One juridical judge and two lay judges found the seven accused Danish solidarity activists, “Fighter and Lovers”, innocent of the Justice Ministry’s charge that they had materially supported “terror groups” FARC (Revolutionary Armed Forces of Colombia) and PFLP (Popular Front for the Liberation of Palestine).
Since FARC and PFLP are not terrorist organizations, concluded the judges, neither are the seven activists guilty of any crime.
The seven had produced and sold t-shirts with FARC and PFLP emblems in an effort to raise a debate about Denmark’s terror law, which is shaped after USA’s Patriotic Act and EU’s terror list, on which FARC and PFLP are placed as terror groups.
The court’s decision is a worldwide precedent. No other court, outside those in Colombia and Israel, have legally judged the contested groups for terror crimes. This will have significance in the international world of politics and justice, and is a setback for the imperial coalition’s “war on terror” with civil liberty restrictions as one consequence.
The court found for the defense in its argument that while both armed movements fighting oppressive governments over four decades had committed specific atrocities their goal is not a terrorist one, rather their goal is to combat government and paramilitary forces, and create a different political course, albeit not with the intent to do damage to constitutional foundations.
FARC and PFLP, said the court, were not engaged in “terrorizing the population,” as is required in Danish law, paragraph 114, to be classified as terrorist, nor was their intent to “destabilize or destroy the land’s basic, political, constitutional, economic or societal structures”.
One of the lay judges was in disagreement regarding terror actions purported by FARC.
The total vote was 4-0 against the states attorney’s terror charge against PFLP and 3-1 for FARC.
It is unknown if the state will appeal the decision. The case for them is clearly thin, as the 50-page court decision clearly shows. No hard evidence of terror was presented. The court’s report states that only one of the state’s witnesses had any direct knowledge of the charges. Israeli researcher, Reuven Paz, testified against PFLP as a purported terrorist organization. His credibility, though, was not well taken as he had worked for Israeli intelligence services for 27 years.

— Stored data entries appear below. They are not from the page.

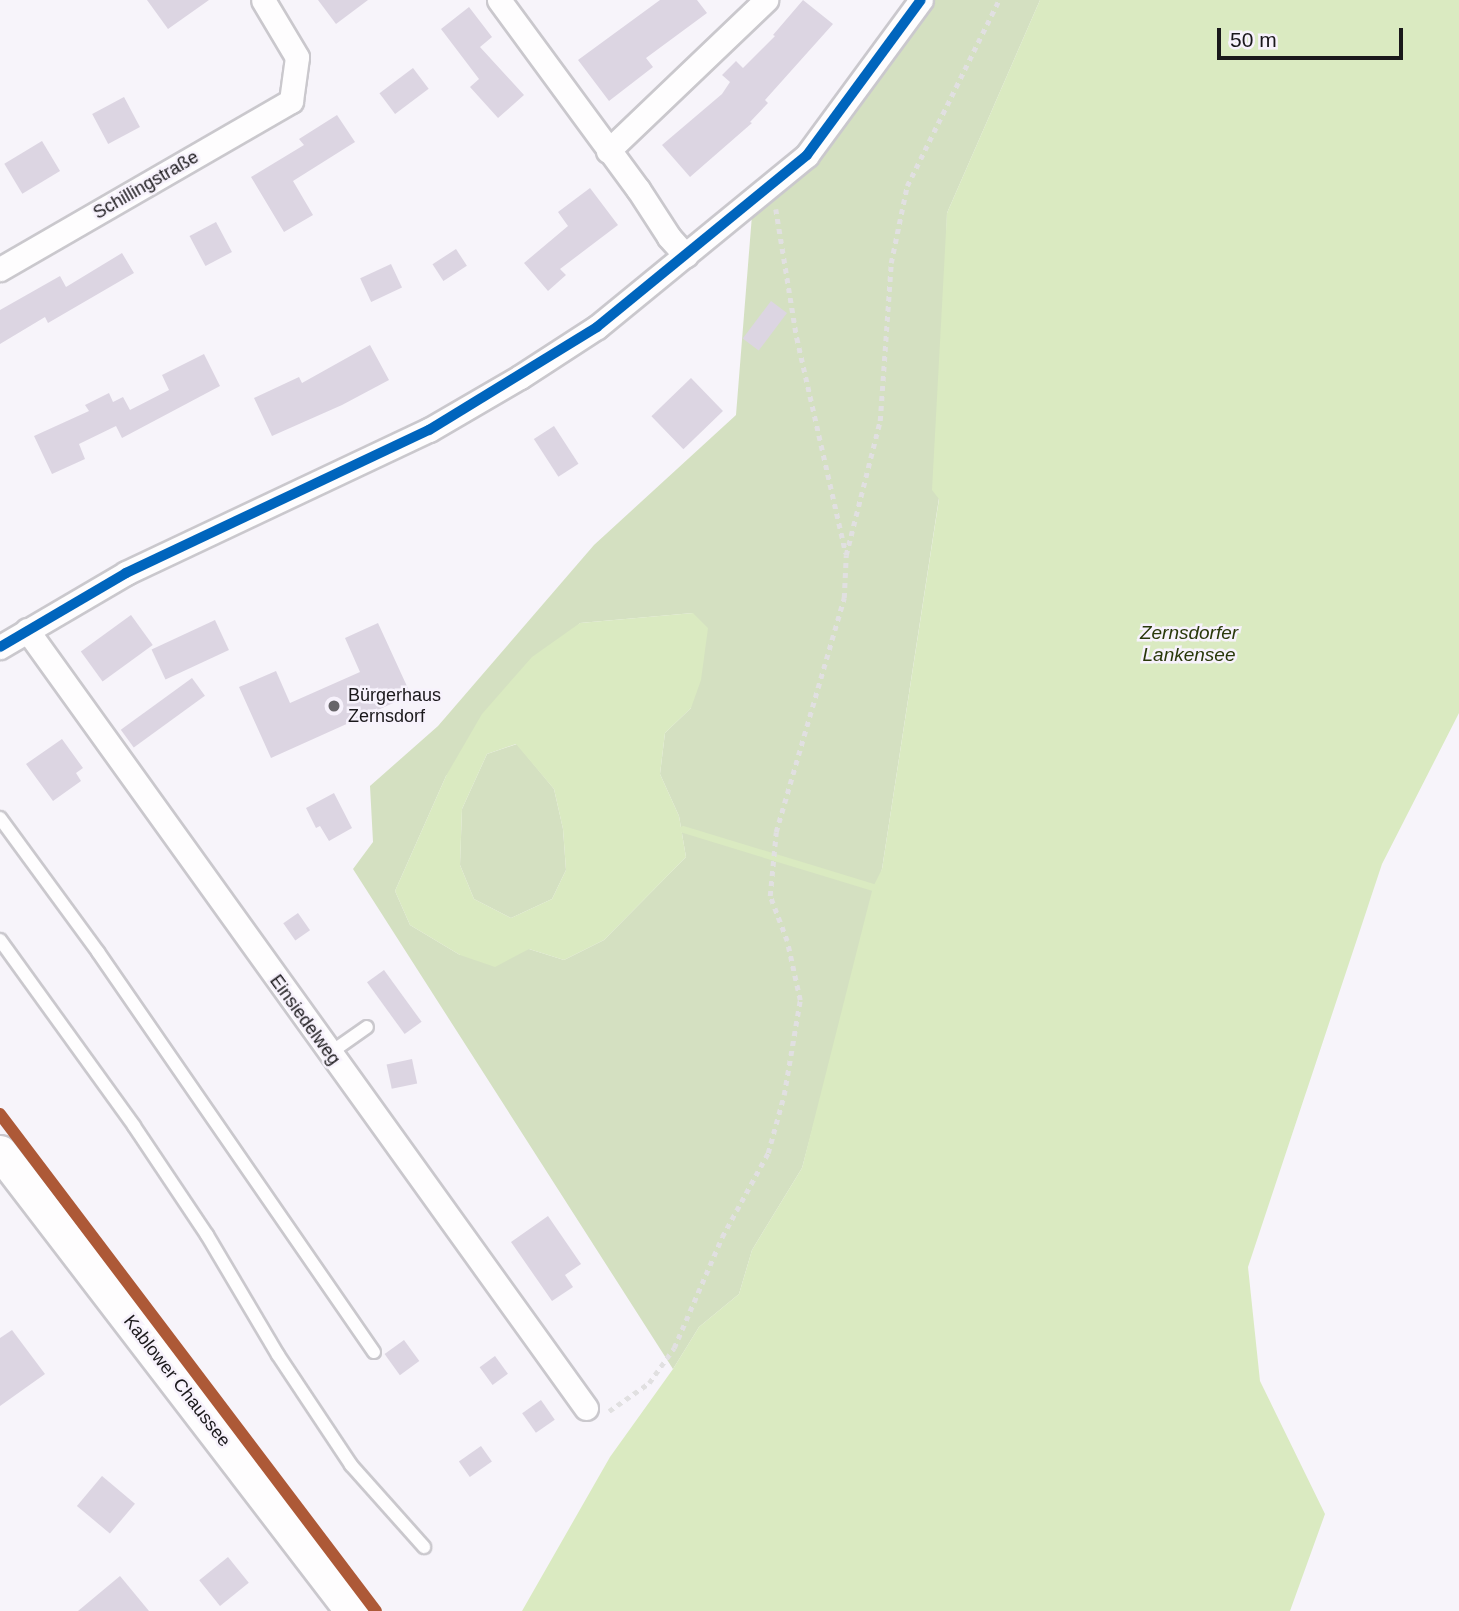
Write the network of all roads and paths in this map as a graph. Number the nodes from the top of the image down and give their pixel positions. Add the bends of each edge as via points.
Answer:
1 (262, 0) edge
2 (499, 0) edge
3 (766, 0) edge
4 (921, 0) edge
5 (999, 0) edge
6 (608, 151) junction
7 (772, 185) junction
8 (686, 256) junction
9 (0, 268) edge
10 (846, 555) junction
11 (27, 630) junction
12 (0, 647) edge
13 (0, 818) edge
14 (0, 940) edge
15 (367, 1027) dead end
16 (330, 1053) junction
17 (0, 1152) edge
18 (374, 1352) dead end
19 (586, 1408) joint
20 (424, 1546) dead end
21 (352, 1611) edge

1 - 9 street, Schillingstraße via 297,57 291,101
2 - 6 street
3 - 6 street
4 - 7 street via 807,155
5 - 10 path via 907,186 891,263 880,421
6 - 8 street
7 - 8 street
7 - 10 path via 797,338
8 - 11 street via 597,327 429,430 126,573
10 - 19 path via 844,598 776,832 770,895 787,941 800,1000 784,1095 768,1153 722,1237 674,1348 649,1383 599,1418
11 - 12 street
11 - 16 street, Einsiedelweg
13 - 18 lane
14 - 20 lane via 200,1224 344,1454
15 - 16 lane
16 - 19 street, Einsiedelweg
17 - 21 street, Kablower Chaussee

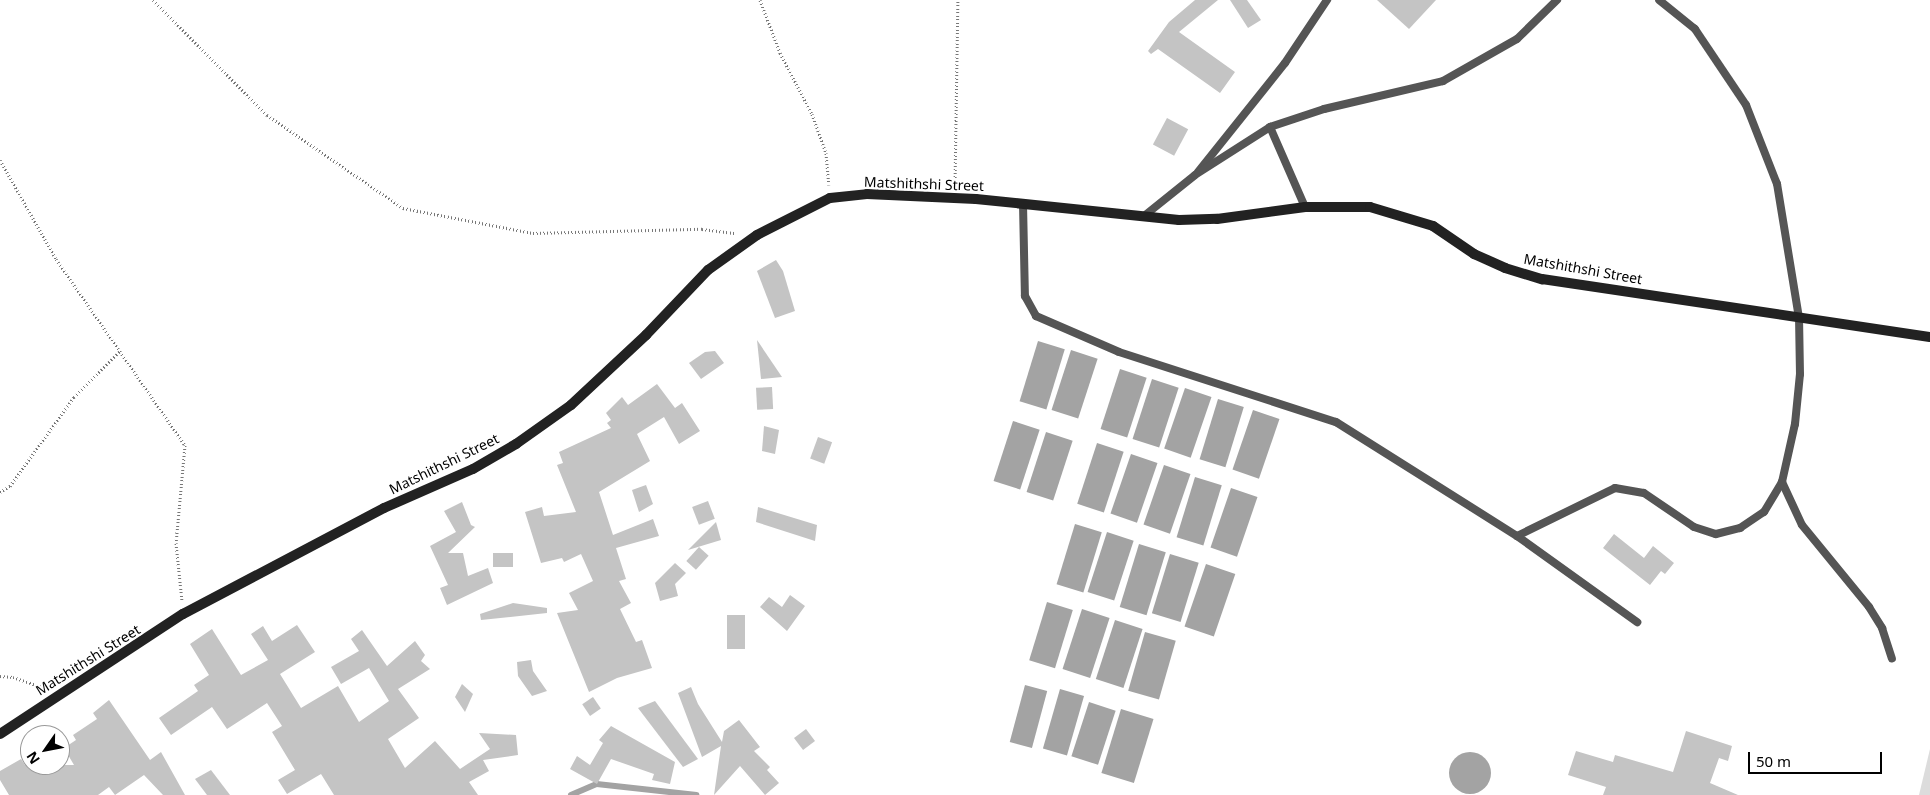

Another state’s witness, Angel Rabasa, a former Cuban, testified as a witness from Rand Corporation, a California based weapons industry and US military think-tank.
His credibility was discredited when it was revealed that he had worked for the US military in contrast to his denial of such. Furthermore, he had asserted that FARC had never operated in the legal political arena, yet he had written to the contrary in his book, “Colombia Labyrinth”, published in 2001 by RAND with support of the US military.
Surprising decision
It was a surprising verdict, given the temper of the times: the constant fright signals for terror attacks daily disseminated by the mass media and the government. The Danish government is also fully committed to the war against Afghanistan and has 650 troops there with tanks and heavy artillery. Danish soldiers are regularly shot and killed.
The Danish government, with support from the Social Democratic “opposition”, also continues its “commitment to the Iraq project”, albeit with fewer and fewer military forces.
Yet another reason why the decision was surprising, and an uplift for political activism, is that the court could have taken an easy way out of the dilemma on who is or is not terrorist. The state’s case against the seven had to be based upon material support. Therefore, the collection of proceeds from the t-shirt sales, which was to go to a radio station for FARC and a poster printing press for PFLP, was decisive.
A technical problem for the state’s case was that the $4-5000 collected, slated to be sent to the two groups, was confiscated by the Danish secret police (PET) before any could be sent. PET also confiscated some t-shirts and “Fighters and Lovers” computer and homepage.
The court could have easily found the seven innocent for not having broken the law concretely. Instead, it decided to take the political case head on: are FARC and PFLP terrorists. Their decision is a clear NO.
Collateral consequences
The city court’s decision will also have positive consequences for three other Danish organizations, which have also donated material support to FARC and or PFLP.
The first group to do so, Rebellion (Oprør), had actually sent several thousands of dollars to both FARC and PFLP to do with as they chose. One of Rebellion’s spokespersons, Patrick Mac Manus, was charged with violating the same law, paragraph 114. That case has been postponed due to his illness.
A key figure in Rebellion said that with this court’s decision there is no ground to continue a case against MacManus.
A veterans group from World War 11 (Horserød-Stutthof Foreningen) also sent some money to FARC to challenge the state, which refused to prosecute those old heroes. In an act of solidarity with “Fighters and Lovers”, a Copenhagen union of carpenters and constructions workers (TIB) recently did the same.
In the festive aftermath, complete with Colombian music, one of the involved mused that this decision should be taken up by solidarity activists around the world as a tool to go on the offensive against the repressive terror laws. Use the verdict, he said, to demand that the terror lists be thrown in the waste basket, and increase solidarity with the just struggles for liberation the world over.